Canada is halting efforts to attract U.S. tourists after years of largely failing to draw Americans from other leisure destinations, says the country’s national tourism marketing organization.
The Canadian Tourism Commission’s 2012 Annual Report says the company has stopped its marketing efforts to the U.S., citing tough competition from other destinations.
The shift has been in the works since 2010, when the CTC cut direct-to-consumer advertising and marketing through travel agents and tour operators in the U.S.
“In 2012, we also terminated our media relations, public relations, and social media work in the U.S., remaining active in that market only through our business events sales activities and our annual Canada Media Marketplace event,” says the report.
“While U.S. Leisure has traditionally been—and remains—important to Canada’s tourism industry, it is also ferociously competitive.”
Canada also wasn’t getting a decent return on investment from the U.S. citizens who did venture north; Americans were the thriftiest of all visitors last year, spending an average of $518 per trip, says the report. By comparison, tourists from Brazil were the highest spenders in 2012 with an average of $1,874 spent on their Canadian visit, followed by Australia at 1,781 and China at $1,670.
Since 2000, Canada’s overall share of the global tourism industry revenue has also been on the decline—dropping from 35 percent of the industry total to just below 19 percent—due in part to the dwindling U.S. market. In 2011, Canada fell from its position as a Top 10 travel destination to number 18.
The CTC says its strategy will now focus on redirecting resources from U.S. promotions and investing only where “the Canada brand can lead,” to ensure the highest possible return. The commission plans to target its promotions to travellers in Australia, Europe, Mexico, Brazil, China, India, Japan and South Korea—which currently make up the majority of Canada’s international visitors.
“We continue to invest in markets that provide the largest sources of tourism revenue for Canada, while also tapping into growth from new and emerging markets,” says the report. “We target those travellers who have a high propensity to spend, and invest in those markets where Canada’s strong tourism brand leads.”
This strategy is also forged by broader changes to Canadians’ travel patterns and funding cuts to the CTC itself. Last year the commission’s base funding was cut from $72 million to $58.5 million—forcing it to find ways to get the most tourism bang for the buck.
The CTC says it drew a total of 598,100 visitors to Canada last year through direct-to-consumer advertising and travel trade promotions.
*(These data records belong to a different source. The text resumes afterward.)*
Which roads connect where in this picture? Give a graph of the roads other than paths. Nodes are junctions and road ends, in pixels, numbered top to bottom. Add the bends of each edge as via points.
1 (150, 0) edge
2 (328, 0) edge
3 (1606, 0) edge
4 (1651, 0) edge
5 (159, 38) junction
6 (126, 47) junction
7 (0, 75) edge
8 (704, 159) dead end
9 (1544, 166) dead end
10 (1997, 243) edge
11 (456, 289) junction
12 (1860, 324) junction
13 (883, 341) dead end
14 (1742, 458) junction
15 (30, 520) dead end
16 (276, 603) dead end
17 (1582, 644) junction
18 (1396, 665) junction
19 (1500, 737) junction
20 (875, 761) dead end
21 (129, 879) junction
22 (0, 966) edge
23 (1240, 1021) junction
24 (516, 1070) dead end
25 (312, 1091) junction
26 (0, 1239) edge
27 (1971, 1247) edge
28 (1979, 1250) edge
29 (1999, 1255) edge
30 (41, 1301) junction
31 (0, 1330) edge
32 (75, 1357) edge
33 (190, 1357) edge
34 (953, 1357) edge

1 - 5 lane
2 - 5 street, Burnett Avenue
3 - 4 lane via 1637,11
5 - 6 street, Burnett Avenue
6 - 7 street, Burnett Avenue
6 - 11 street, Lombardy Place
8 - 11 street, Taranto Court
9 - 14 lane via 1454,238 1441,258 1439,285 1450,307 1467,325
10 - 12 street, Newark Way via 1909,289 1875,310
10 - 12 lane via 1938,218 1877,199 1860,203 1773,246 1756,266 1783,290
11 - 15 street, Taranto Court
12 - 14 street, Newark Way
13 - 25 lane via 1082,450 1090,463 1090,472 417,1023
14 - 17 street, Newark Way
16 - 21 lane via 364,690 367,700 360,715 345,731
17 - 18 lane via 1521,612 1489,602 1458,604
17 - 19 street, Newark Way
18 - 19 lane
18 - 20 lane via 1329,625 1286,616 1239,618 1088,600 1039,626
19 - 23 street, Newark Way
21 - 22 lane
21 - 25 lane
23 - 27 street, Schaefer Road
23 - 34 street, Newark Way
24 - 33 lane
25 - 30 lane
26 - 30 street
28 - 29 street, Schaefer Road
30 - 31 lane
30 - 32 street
The commission says it chose to focus resources on international travellers rather than domestic in order to avoid duplication of provincial marketing efforts. In addition, Canada’s relatively small population has little potential for market growth with more Canadians travelling abroad, and those who do travel within the country spending less than $300 per trip, the report says.
Canada also experienced a “travel deficit” of an estimated $17.8 billion last year, a deterioration of 9 percent year over year as “payments by Canadians abroad were more than double the receipts from visitors to Canada,” the report states.
Tourism accounts for more than 608,500 jobs across the country, and in 2012, generated over $82 billion in tourism revenue. With over $15 billion of this coming in from international travellers, tourism is Canada’s number one service export.
According to the United Nations World Tourism Organization, globally tourists spend $3 billion a day, or $2 million a minute, making tourism one of the world’s fastest-growing industries.